Elon Musk either ‘deceptive or delusional’, says valuation expert
Billionaire Elon Musk has been branded ‘deceptive or delusional’ by a respected valuation expert for insisting his electric car company Tesla can hit production targets and turn a profit.
The tycoon said 5,000 Model 3 Tesla saloons a week would be produced by the end of June, and that the company would become cash flow positive by the third quarter. Musk had been ‘sleeping on the factory floor’ and had pulled back on replacing workers with robots in a bid to meet goals
In a scathing blog post, New York University finance professor Aswath Damodaran highlighted two key decisions that negatively impacted the company including the ‘ill-advised’ acquisition of SolarCity in 2016 and the decision to borrow more than $5bn (£3.7bn) in September last year to fund capital needs.

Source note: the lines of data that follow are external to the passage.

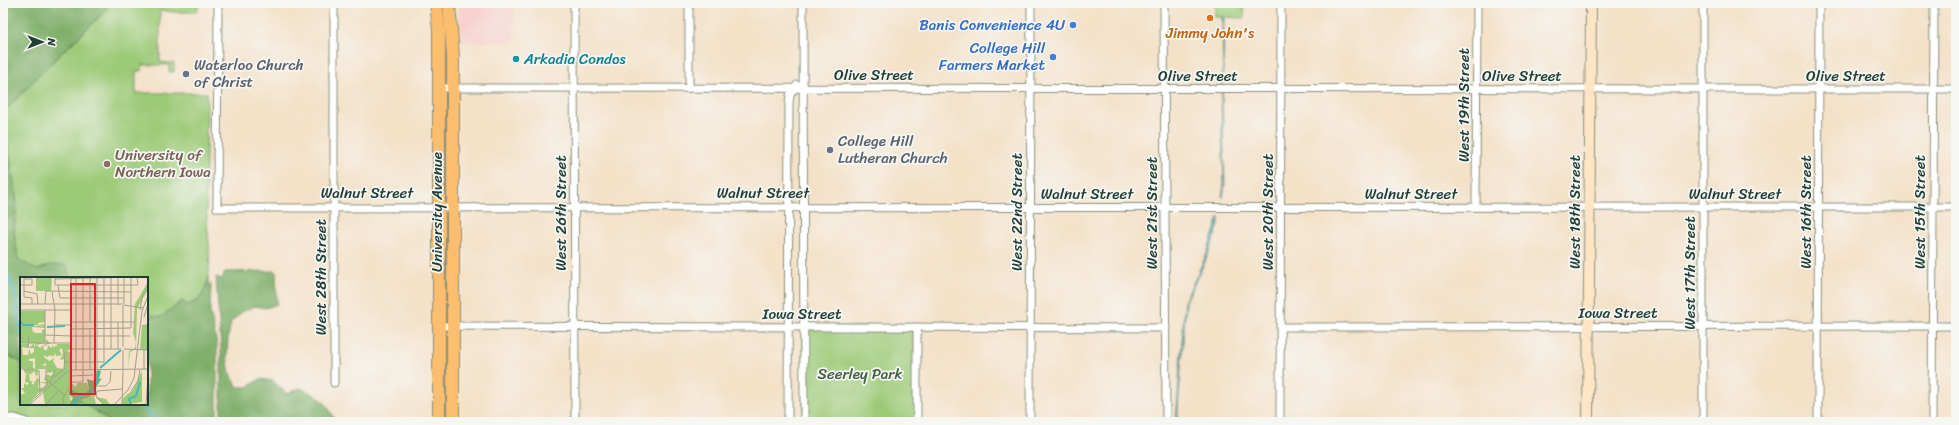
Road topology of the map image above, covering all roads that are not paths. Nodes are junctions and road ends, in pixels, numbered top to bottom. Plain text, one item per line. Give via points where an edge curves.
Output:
1 (218, 3) edge
2 (334, 3) edge
3 (436, 3) edge
4 (449, 3) edge
5 (574, 3) edge
6 (689, 3) edge
7 (803, 3) edge
8 (1031, 3) edge
9 (1164, 3) edge
10 (1281, 3) edge
11 (1477, 3) edge
12 (1591, 3) edge
13 (1703, 3) edge
14 (1819, 3) edge
15 (1934, 3) edge
16 (803, 58) junction
17 (439, 88) junction
18 (453, 88) junction
19 (574, 88) junction
20 (689, 88) junction
21 (794, 88) junction
22 (803, 88) junction
23 (1031, 88) junction
24 (1164, 88) junction
25 (1281, 89) junction
26 (1477, 89) junction
27 (1590, 89) junction
28 (1703, 89) junction
29 (1819, 89) junction
30 (1933, 89) junction
31 (1956, 89) edge
32 (334, 206) junction
33 (439, 206) junction
34 (454, 206) junction
35 (574, 206) junction
36 (804, 206) junction
37 (789, 207) junction
38 (1030, 207) junction
39 (1165, 207) junction
40 (1280, 207) junction
41 (1476, 207) junction
42 (1590, 207) junction
43 (1703, 207) junction
44 (1819, 207) junction
45 (1933, 207) junction
46 (1956, 207) edge
47 (438, 326) junction
48 (453, 326) junction
49 (574, 326) junction
50 (1589, 326) junction
51 (1704, 326) junction
52 (1818, 326) junction
53 (1933, 326) junction
54 (1956, 326) edge
55 (788, 327) junction
56 (804, 327) junction
57 (917, 327) junction
58 (1280, 327) junction
59 (1030, 328) junction
60 (1166, 328) junction
61 (334, 383) dead end
62 (3, 418) edge
63 (26, 422) edge
64 (439, 422) edge
65 (453, 422) edge
66 (575, 422) edge
67 (788, 422) edge
68 (804, 422) edge
69 (917, 422) edge
70 (1030, 422) edge
71 (1166, 422) edge
72 (1280, 422) edge
73 (1588, 422) edge
74 (1704, 422) edge
75 (1818, 422) edge
76 (1932, 422) edge

1 - 32 street, Walnut Street via 217,208
2 - 32 street, West 28th Street
3 - 17 main road, University Avenue via 439,30
4 - 18 main road, University Avenue
5 - 19 street, West 26th Street
6 - 20 street
7 - 16 street
8 - 23 street, West 22nd Street
9 - 24 street, West 21st Street
10 - 25 street, West 20th Street
11 - 26 street, West 19th Street
12 - 27 main road, West 18th Street
13 - 28 street, West 17th Street
14 - 29 street, West 16th Street
15 - 30 street, West 15th Street
16 - 21 street via 801,78
16 - 22 street
17 - 18 street, Olive Street
17 - 33 main road, University Avenue
18 - 19 street, Olive Street
18 - 34 main road, University Avenue
19 - 20 street, Olive Street
19 - 35 street, West 26th Street
20 - 21 street, Olive Street
21 - 22 street, Olive Street
21 - 37 street via 789,104
22 - 23 street, Olive Street
22 - 36 street
23 - 24 street, Olive Street
23 - 38 street, West 22nd Street
24 - 25 street, Olive Street
24 - 39 street, West 21st Street
25 - 26 street, Olive Street
25 - 40 street, West 20th Street
26 - 27 street, Olive Street
26 - 41 street, West 19th Street
27 - 28 street, Olive Street
27 - 42 main road, West 18th Street
28 - 29 street, Olive Street
28 - 43 street, West 17th Street
29 - 30 street, Olive Street
29 - 44 street, West 16th Street
30 - 31 street, Olive Street
30 - 45 street, West 15th Street
32 - 33 street, Walnut Street
32 - 61 street, West 28th Street
33 - 34 street, Walnut Street
33 - 47 main road, University Avenue
34 - 35 street, Walnut Street
34 - 48 main road, University Avenue
35 - 37 street, Walnut Street
35 - 49 street, West 26th Street
36 - 37 street, Walnut Street
36 - 38 street, Walnut Street
36 - 56 street
37 - 55 street
38 - 39 street, Walnut Street
38 - 59 street, West 22nd Street
39 - 40 street, Walnut Street
39 - 60 street, West 21st Street
40 - 41 street, Walnut Street
40 - 58 street, West 20th Street
41 - 42 street, Walnut Street
42 - 43 street, Walnut Street
42 - 50 main road, West 18th Street
43 - 44 street, Walnut Street
43 - 51 street, West 17th Street
44 - 45 street, Walnut Street
44 - 52 street, West 16th Street
45 - 46 street, Walnut Street
45 - 53 street, West 15th Street
47 - 48 street, Iowa Street
47 - 64 main road, University Avenue
48 - 49 street, Iowa Street
48 - 65 main road, University Avenue
49 - 55 street, Iowa Street
49 - 66 street, West 26th Street
50 - 51 street, Iowa Street
50 - 58 street, Iowa Street
50 - 73 main road, West 18th Street
51 - 52 street, Iowa Street
51 - 74 street, West 17th Street
52 - 53 street, Iowa Street
52 - 75 street, West 16th Street
53 - 54 street, Iowa Street
53 - 76 street, West 15th Street
55 - 56 street, Iowa Street
55 - 67 street
56 - 57 street, Iowa Street
56 - 68 street
57 - 59 street, Iowa Street
57 - 69 street
58 - 72 street, West 20th Street
59 - 60 street, Iowa Street
59 - 70 street, West 22nd Street
60 - 71 street, West 21st Street
62 - 63 street via 15,418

The company’s shares could hit $400, Damodaran said, but Musk would need to increase revenues from $12.5bn to $120bn in the next decade, invest more efficiently than the rest of the sector and meet debt commitments.
Tesla will also need to raise $14bn in capital in the next few years and will not become operating cash flow positive until 2025, he added.
Damodaran said: "Put bluntly, there is no chance that Tesla can deliver what it needs to, in terms of scaling up revenues and improving profitability, to justify its market capitalisation, without raising new equity along the way.
"Either Musk knows this, and really does not mean what he says, in which case he is being deceptive or he does not, in which case he is delusional. Neither is a good character quality in a CEO, especially one at a young company that needs investors on its side.”
Tesla could not be reached for comment.